Latency metrics: 1 / (1 + value/1000) — lower latency → higher score. Reference: 1000 ticks = 1ms
Throughput metrics: value / (value + reference) — higher throughput → higher score. References: RPS=100, TPS=10,000

Normalization compresses large differences

The 1/(1+x/1000) function compresses large raw differences into small score differences. A 38% TTFT p99 improvement (39,000→64,000 ticks) maps to only 2-8% fitness score difference. Always examine raw metrics alongside fitness scores for meaningful comparison.

Common Patterns¶

Saturation Curves¶

As arrival rate increases past per-instance service capacity (μ ≈ 1/step_time), TTFT p99 grows super-linearly. The queue growth rate excess = λ/k - μ determines how quickly latency degrades.

Tail Latency Spikes¶

P99 diverges from mean sharply near saturation. A workload at 90% capacity may show 2x mean TTFT but 10x P99 TTFT.

Snapshot Staleness Effects¶

With kv-utilization scorer alone at --snapshot-refresh-interval 100ms: +354% TTFT degradation. The default composite scorer mitigates ~99% of this effect.

Policy Equivalence at Low Load¶

All routing policies produce equivalent results (within 5%) at low utilization. Differentiation requires moderate-to-high load where queueing dynamics dominate.

Alpha Overhead¶

BLIS models non-GPU overhead (tokenization, API serialization) as alpha coefficients. Alpha queueing time (alpha0 + alpha1 × inputLen) delays request enqueue, creating an event gap, but does not occupy the GPU. Alpha output processing time (alpha2) adds to TTFT/E2E metrics but does not affect step scheduling.
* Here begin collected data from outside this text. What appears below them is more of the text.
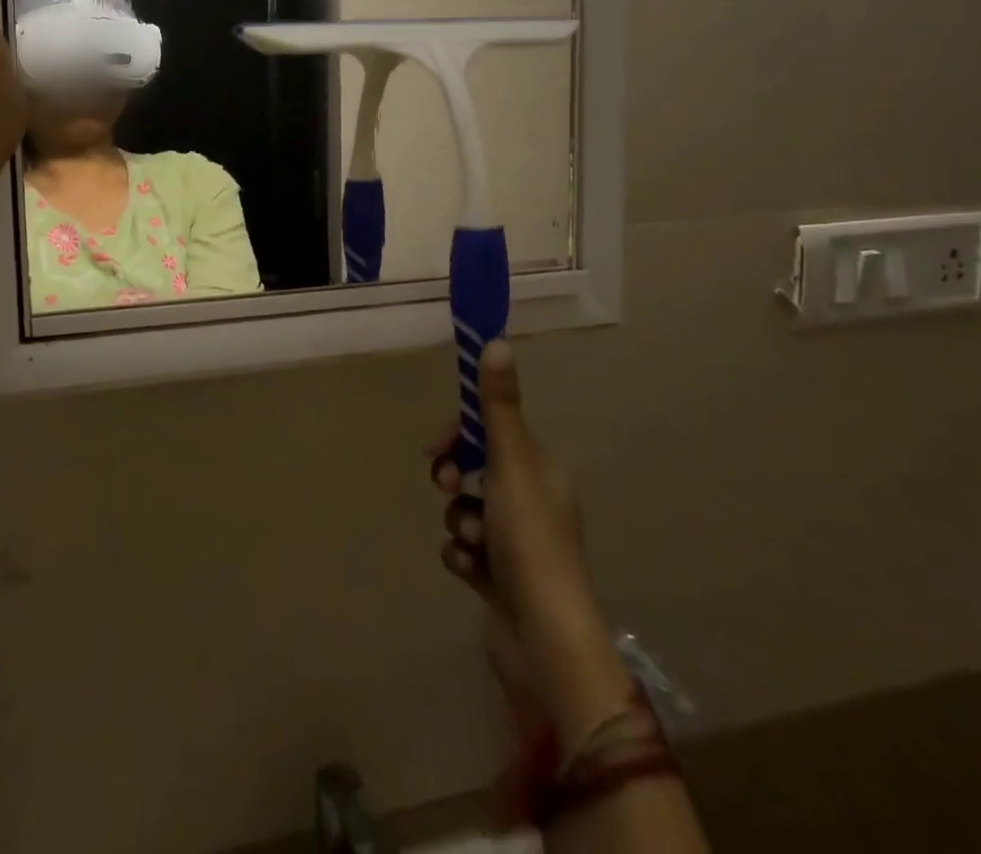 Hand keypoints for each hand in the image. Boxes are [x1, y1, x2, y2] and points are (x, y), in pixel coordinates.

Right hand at [430, 341, 629, 743]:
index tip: (436, 447)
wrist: (544, 639)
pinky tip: (471, 571)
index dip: (460, 435)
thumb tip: (497, 340)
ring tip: (471, 543)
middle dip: (456, 478)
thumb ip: (498, 405)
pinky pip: (465, 550)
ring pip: (467, 512)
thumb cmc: (531, 539)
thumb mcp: (511, 462)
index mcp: (543, 471)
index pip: (494, 433)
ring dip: (460, 523)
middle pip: (477, 471)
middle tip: (450, 489)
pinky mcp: (501, 579)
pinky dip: (462, 557)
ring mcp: (518, 544)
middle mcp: (534, 503)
This means:

Simulated E2E > theoretical M/M/k E2E (especially at high load)
The divergence is 28-71% at ρ ≥ 0.5 but only 0.3-3.3% at ρ ≤ 0.3
To compare with theoretical models, use rho_eff = lambda × step_total not lambda × E2E_total

Per-Request Results¶

For detailed analysis, save per-request data:

./blis run --model qwen/qwen3-14b \
  --rate 100 --num-requests 500 --metrics-path metrics.json

Each request record includes TTFT, E2E, scheduling delay, and completion status.